Requirement | If an entry holds a picture, leave that picture out and reproduce everything else exactly.

_ _ _

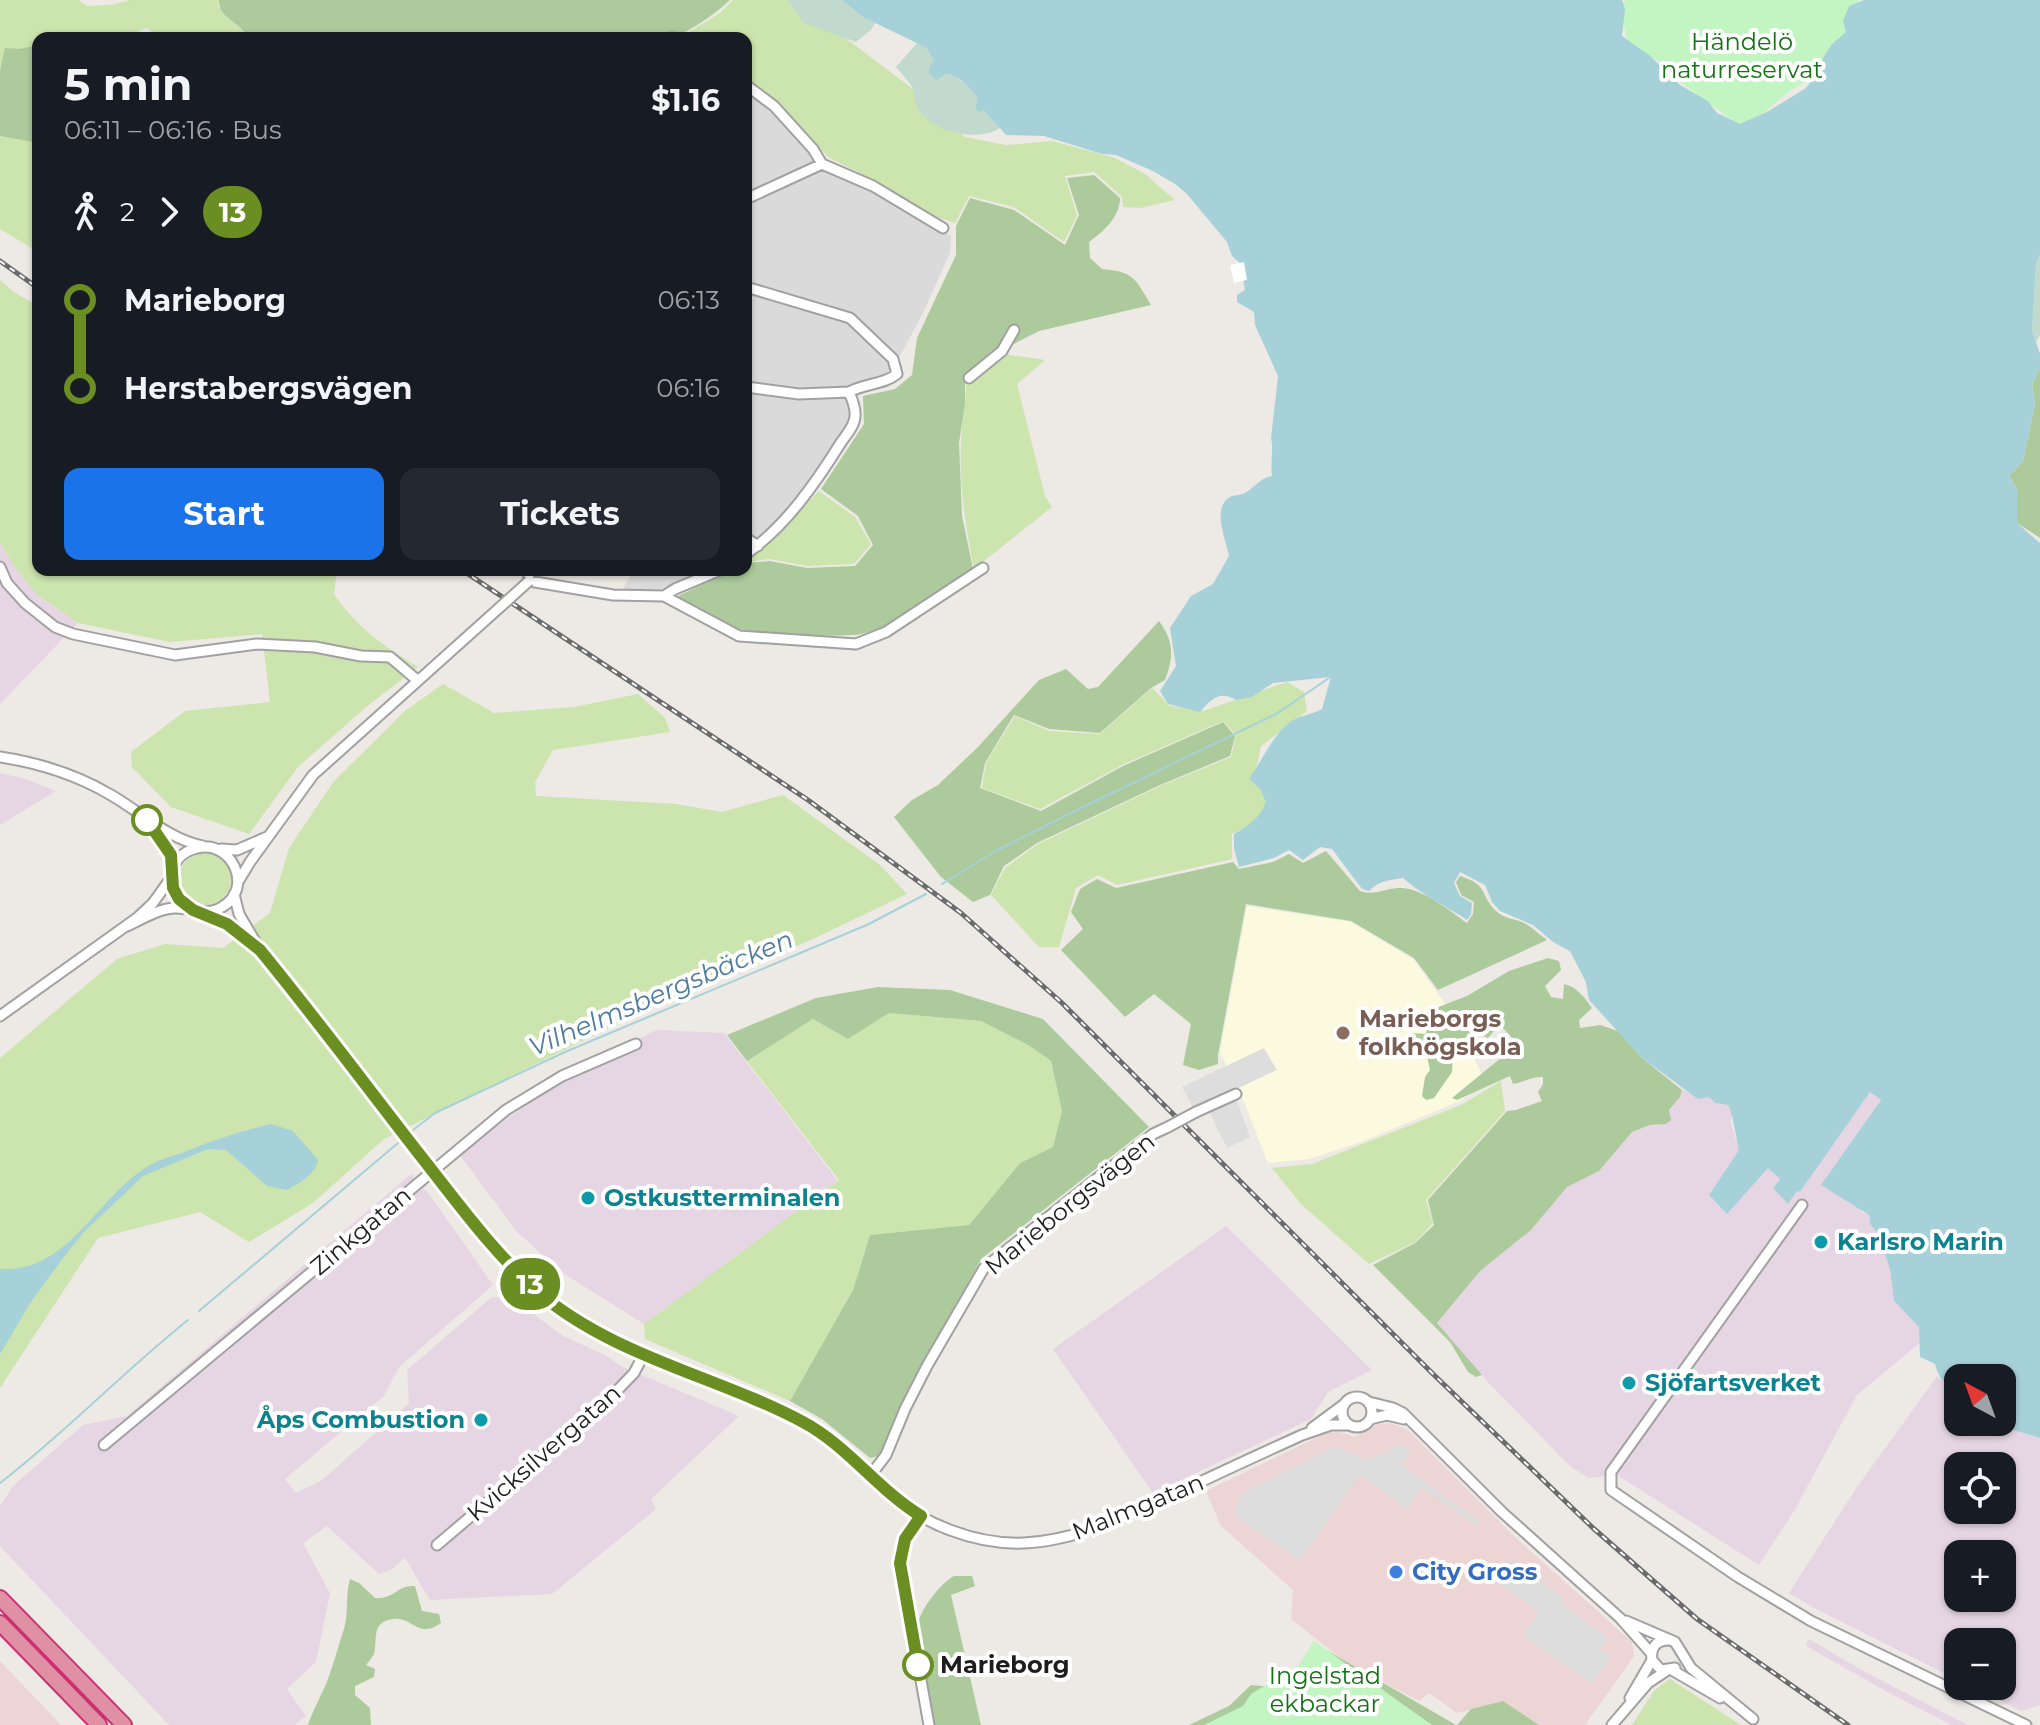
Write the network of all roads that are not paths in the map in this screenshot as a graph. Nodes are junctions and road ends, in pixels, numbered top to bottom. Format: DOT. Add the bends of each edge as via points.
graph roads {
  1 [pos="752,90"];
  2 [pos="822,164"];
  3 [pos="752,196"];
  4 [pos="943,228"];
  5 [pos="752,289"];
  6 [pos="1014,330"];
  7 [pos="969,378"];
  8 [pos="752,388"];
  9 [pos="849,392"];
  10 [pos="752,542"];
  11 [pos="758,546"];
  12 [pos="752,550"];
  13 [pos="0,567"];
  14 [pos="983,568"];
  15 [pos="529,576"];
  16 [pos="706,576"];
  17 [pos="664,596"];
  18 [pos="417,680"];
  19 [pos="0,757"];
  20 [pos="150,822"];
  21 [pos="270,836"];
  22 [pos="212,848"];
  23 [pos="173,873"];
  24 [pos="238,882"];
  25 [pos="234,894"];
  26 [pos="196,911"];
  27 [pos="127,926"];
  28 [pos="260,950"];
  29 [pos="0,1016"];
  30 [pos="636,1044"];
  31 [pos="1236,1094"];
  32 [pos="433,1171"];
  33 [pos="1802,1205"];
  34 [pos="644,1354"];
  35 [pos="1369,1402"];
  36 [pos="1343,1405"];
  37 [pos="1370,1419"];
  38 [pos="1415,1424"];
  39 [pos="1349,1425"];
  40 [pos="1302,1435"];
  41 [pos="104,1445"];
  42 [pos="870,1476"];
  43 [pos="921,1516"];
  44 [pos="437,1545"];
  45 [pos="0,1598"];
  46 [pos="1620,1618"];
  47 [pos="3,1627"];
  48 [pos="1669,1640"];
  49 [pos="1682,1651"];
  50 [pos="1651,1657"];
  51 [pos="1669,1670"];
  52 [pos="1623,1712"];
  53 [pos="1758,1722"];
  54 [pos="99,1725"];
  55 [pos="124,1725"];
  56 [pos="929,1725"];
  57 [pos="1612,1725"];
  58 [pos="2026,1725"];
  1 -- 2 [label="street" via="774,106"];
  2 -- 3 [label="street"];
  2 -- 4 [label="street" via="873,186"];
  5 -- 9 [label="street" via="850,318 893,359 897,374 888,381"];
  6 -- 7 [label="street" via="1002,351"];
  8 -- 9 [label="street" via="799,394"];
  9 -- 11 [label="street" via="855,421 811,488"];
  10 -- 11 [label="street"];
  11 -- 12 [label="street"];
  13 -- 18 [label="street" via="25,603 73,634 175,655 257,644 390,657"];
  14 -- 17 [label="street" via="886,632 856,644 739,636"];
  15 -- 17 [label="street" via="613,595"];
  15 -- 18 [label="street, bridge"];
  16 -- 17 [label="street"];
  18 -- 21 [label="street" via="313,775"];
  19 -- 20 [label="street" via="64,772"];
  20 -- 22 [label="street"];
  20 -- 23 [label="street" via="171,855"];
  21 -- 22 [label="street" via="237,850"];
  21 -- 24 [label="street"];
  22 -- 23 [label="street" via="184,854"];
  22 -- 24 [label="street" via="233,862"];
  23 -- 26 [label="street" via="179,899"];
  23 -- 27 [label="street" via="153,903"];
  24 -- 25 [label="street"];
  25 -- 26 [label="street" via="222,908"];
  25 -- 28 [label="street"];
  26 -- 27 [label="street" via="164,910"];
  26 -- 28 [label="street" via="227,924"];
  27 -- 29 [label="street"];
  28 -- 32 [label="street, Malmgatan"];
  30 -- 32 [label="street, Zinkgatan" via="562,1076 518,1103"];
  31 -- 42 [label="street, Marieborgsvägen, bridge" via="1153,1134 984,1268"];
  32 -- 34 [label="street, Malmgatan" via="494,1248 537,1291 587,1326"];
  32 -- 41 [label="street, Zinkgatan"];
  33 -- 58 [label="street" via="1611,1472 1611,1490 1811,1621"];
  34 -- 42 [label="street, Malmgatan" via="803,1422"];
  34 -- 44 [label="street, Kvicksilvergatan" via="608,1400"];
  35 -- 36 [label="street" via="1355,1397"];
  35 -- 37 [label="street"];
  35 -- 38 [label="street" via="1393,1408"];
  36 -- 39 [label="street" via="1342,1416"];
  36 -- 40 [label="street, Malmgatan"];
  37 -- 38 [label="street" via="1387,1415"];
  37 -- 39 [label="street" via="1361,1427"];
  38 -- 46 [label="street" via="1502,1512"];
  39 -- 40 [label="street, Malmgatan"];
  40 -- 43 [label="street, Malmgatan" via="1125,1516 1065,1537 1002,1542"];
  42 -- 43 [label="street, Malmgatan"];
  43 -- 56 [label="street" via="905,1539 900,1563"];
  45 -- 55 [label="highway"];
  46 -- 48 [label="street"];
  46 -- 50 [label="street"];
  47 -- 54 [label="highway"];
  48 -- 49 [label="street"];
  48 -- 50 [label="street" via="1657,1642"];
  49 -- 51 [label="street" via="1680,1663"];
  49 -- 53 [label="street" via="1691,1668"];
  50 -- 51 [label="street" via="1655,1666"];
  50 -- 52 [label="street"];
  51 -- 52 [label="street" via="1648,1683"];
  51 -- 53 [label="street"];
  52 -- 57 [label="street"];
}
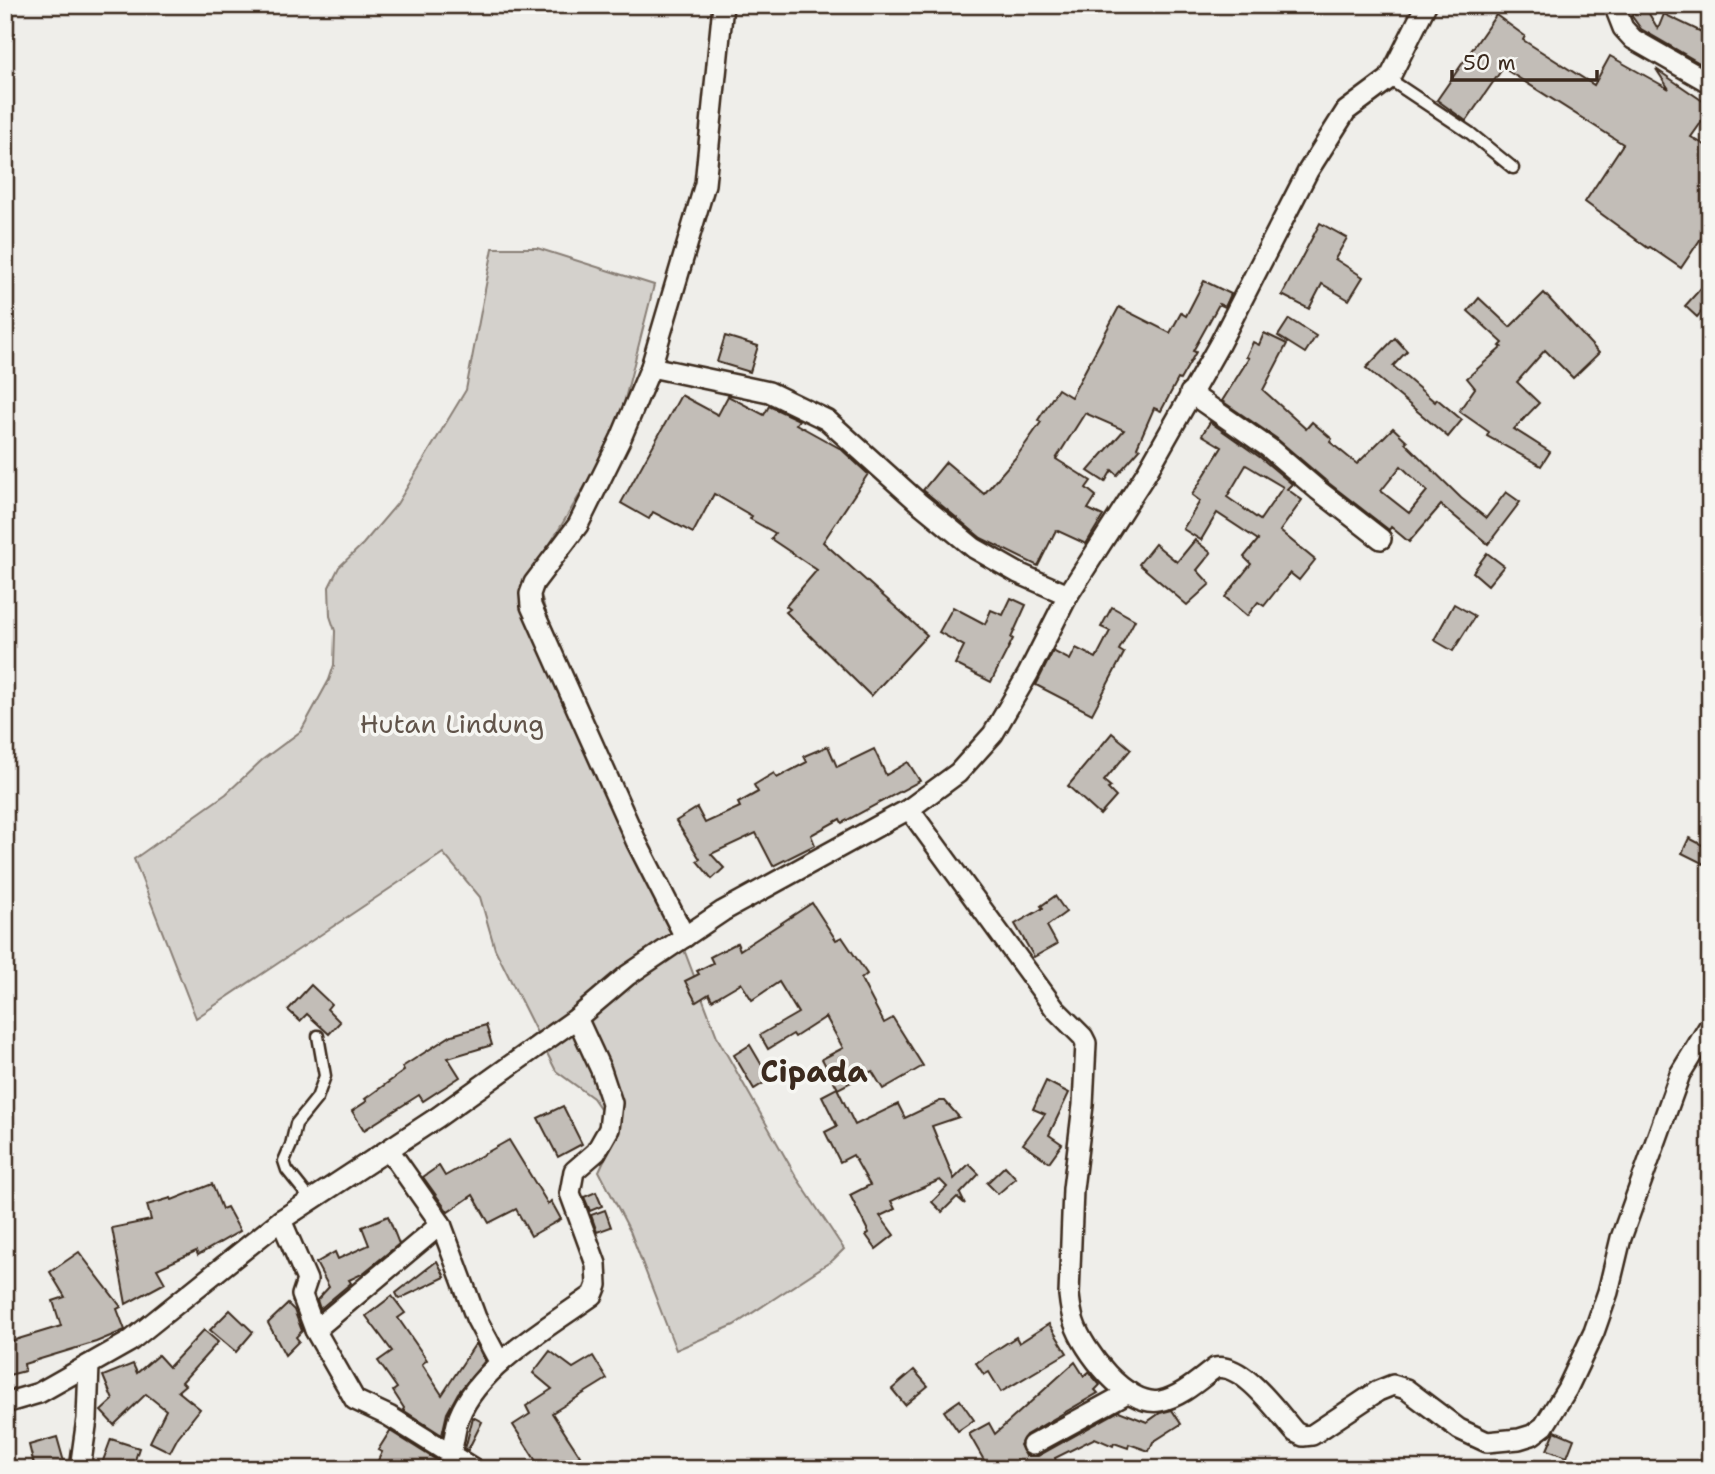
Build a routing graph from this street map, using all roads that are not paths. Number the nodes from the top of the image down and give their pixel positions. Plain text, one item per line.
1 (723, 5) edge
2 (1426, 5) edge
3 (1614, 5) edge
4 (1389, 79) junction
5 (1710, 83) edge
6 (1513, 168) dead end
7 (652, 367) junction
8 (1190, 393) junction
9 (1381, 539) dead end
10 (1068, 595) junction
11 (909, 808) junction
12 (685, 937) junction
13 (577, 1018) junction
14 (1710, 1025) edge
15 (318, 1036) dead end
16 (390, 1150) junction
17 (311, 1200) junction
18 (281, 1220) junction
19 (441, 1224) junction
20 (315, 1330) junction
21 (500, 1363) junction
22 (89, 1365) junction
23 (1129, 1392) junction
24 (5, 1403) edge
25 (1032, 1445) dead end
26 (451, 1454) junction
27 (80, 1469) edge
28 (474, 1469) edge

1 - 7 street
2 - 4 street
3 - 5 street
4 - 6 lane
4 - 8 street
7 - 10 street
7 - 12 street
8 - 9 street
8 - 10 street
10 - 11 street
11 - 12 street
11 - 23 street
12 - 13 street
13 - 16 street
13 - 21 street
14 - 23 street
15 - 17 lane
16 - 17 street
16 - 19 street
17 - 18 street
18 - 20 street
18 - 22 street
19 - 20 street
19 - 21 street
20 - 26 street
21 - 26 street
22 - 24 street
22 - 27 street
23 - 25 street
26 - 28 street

_ _ _

Response to the task |
Write the network of all roads that are not paths in the map in this screenshot as a graph. Nodes are junctions and road ends, in pixels, numbered top to bottom. Format: DOT. Add the bends of each edge as via points.
graph roads {
  1 [pos="752,90"];
  2 [pos="822,164"];
  3 [pos="752,196"];
  4 [pos="943,228"];
  5 [pos="752,289"];
  6 [pos="1014,330"];
  7 [pos="969,378"];
  8 [pos="752,388"];
  9 [pos="849,392"];
  10 [pos="752,542"];
  11 [pos="758,546"];
  12 [pos="752,550"];
  13 [pos="0,567"];
  14 [pos="983,568"];
  15 [pos="529,576"];
  16 [pos="706,576"];
  17 [pos="664,596"];
  18 [pos="417,680"];
  19 [pos="0,757"];
  20 [pos="150,822"];
  21 [pos="270,836"];
  22 [pos="212,848"];
  23 [pos="173,873"];
  24 [pos="238,882"];
  25 [pos="234,894"];
  26 [pos="196,911"];
  27 [pos="127,926"];
  28 [pos="260,950"];
  29 [pos="0,1016"];
  30 [pos="636,1044"];
  31 [pos="1236,1094"];
  32 [pos="433,1171"];
  33 [pos="1802,1205"];
  34 [pos="644,1354"];
  35 [pos="1369,1402"];
  36 [pos="1343,1405"];
  37 [pos="1370,1419"];
  38 [pos="1415,1424"];
  39 [pos="1349,1425"];
  40 [pos="1302,1435"];
  41 [pos="104,1445"];
  42 [pos="870,1476"];
  43 [pos="921,1516"];
  44 [pos="437,1545"];
  45 [pos="0,1598"];
  46 [pos="1620,1618"];
  47 [pos="3,1627"];
  48 [pos="1669,1640"];
  49 [pos="1682,1651"];
  50 [pos="1651,1657"];
  51 [pos="1669,1670"];
  52 [pos="1623,1712"];
  53 [pos="1758,1722"];
  54 [pos="99,1725"];
  55 [pos="124,1725"];
  56 [pos="929,1725"];
  57 [pos="1612,1725"];
  58 [pos="2026,1725"];
  1 -- 2 [label="street" via="774,106"];
  2 -- 3 [label="street"];
  2 -- 4 [label="street" via="873,186"];
  5 -- 9 [label="street" via="850,318 893,359 897,374 888,381"];
  6 -- 7 [label="street" via="1002,351"];
  8 -- 9 [label="street" via="799,394"];
  9 -- 11 [label="street" via="855,421 811,488"];
  10 -- 11 [label="street"];
  11 -- 12 [label="street"];
  13 -- 18 [label="street" via="25,603 73,634 175,655 257,644 390,657"];
  14 -- 17 [label="street" via="886,632 856,644 739,636"];
  15 -- 17 [label="street" via="613,595"];
  15 -- 18 [label="street, bridge"];
  16 -- 17 [label="street"];
  18 -- 21 [label="street" via="313,775"];
  19 -- 20 [label="street" via="64,772"];
  20 -- 22 [label="street"];
  20 -- 23 [label="street" via="171,855"];
  21 -- 22 [label="street" via="237,850"];
  21 -- 24 [label="street"];
  22 -- 23 [label="street" via="184,854"];
  22 -- 24 [label="street" via="233,862"];
  23 -- 26 [label="street" via="179,899"];
  23 -- 27 [label="street" via="153,903"];
  24 -- 25 [label="street"];
  25 -- 26 [label="street" via="222,908"];
  25 -- 28 [label="street"];
  26 -- 27 [label="street" via="164,910"];
  26 -- 28 [label="street" via="227,924"];
  27 -- 29 [label="street"];
  28 -- 32 [label="street, Malmgatan"];
  30 -- 32 [label="street, Zinkgatan" via="562,1076 518,1103"];
  31 -- 42 [label="street, Marieborgsvägen, bridge" via="1153,1134 984,1268"];
  32 -- 34 [label="street, Malmgatan" via="494,1248 537,1291 587,1326"];
  32 -- 41 [label="street, Zinkgatan"];
  33 -- 58 [label="street" via="1611,1472 1611,1490 1811,1621"];
  34 -- 42 [label="street, Malmgatan" via="803,1422"];
  34 -- 44 [label="street, Kvicksilvergatan" via="608,1400"];
  35 -- 36 [label="street" via="1355,1397"];
  35 -- 37 [label="street"];
  35 -- 38 [label="street" via="1393,1408"];
  36 -- 39 [label="street" via="1342,1416"];
  36 -- 40 [label="street, Malmgatan"];
  37 -- 38 [label="street" via="1387,1415"];
  37 -- 39 [label="street" via="1361,1427"];
  38 -- 46 [label="street" via="1502,1512"];
  39 -- 40 [label="street, Malmgatan"];
  40 -- 43 [label="street, Malmgatan" via="1125,1516 1065,1537 1002,1542"];
  42 -- 43 [label="street, Malmgatan"];
  43 -- 56 [label="street" via="905,1539 900,1563"];
  45 -- 55 [label="highway"];
  46 -- 48 [label="street"];
  46 -- 50 [label="street"];
  47 -- 54 [label="highway"];
  48 -- 49 [label="street"];
  48 -- 50 [label="street" via="1657,1642"];
  49 -- 51 [label="street" via="1680,1663"];
  49 -- 53 [label="street" via="1691,1668"];
  50 -- 51 [label="street" via="1655,1666"];
  50 -- 52 [label="street"];
  51 -- 52 [label="street" via="1648,1683"];
  51 -- 53 [label="street"];
  52 -- 57 [label="street"];
}
Build a routing graph from this street map, using all roads that are not paths. Number the nodes from the top of the image down and give their pixel positions. Plain text, one item per line.
1 (723, 5) edge
2 (1426, 5) edge
3 (1614, 5) edge
4 (1389, 79) junction
5 (1710, 83) edge
6 (1513, 168) dead end
7 (652, 367) junction
8 (1190, 393) junction
9 (1381, 539) dead end
10 (1068, 595) junction
11 (909, 808) junction
12 (685, 937) junction
13 (577, 1018) junction
14 (1710, 1025) edge
15 (318, 1036) dead end
16 (390, 1150) junction
17 (311, 1200) junction
18 (281, 1220) junction
19 (441, 1224) junction
20 (315, 1330) junction
21 (500, 1363) junction
22 (89, 1365) junction
23 (1129, 1392) junction
24 (5, 1403) edge
25 (1032, 1445) dead end
26 (451, 1454) junction
27 (80, 1469) edge
28 (474, 1469) edge

1 - 7 street
2 - 4 street
3 - 5 street
4 - 6 lane
4 - 8 street
7 - 10 street
7 - 12 street
8 - 9 street
8 - 10 street
10 - 11 street
11 - 12 street
11 - 23 street
12 - 13 street
13 - 16 street
13 - 21 street
14 - 23 street
15 - 17 lane
16 - 17 street
16 - 19 street
17 - 18 street
18 - 20 street
18 - 22 street
19 - 20 street
19 - 21 street
20 - 26 street
21 - 26 street
22 - 24 street
22 - 27 street
23 - 25 street
26 - 28 street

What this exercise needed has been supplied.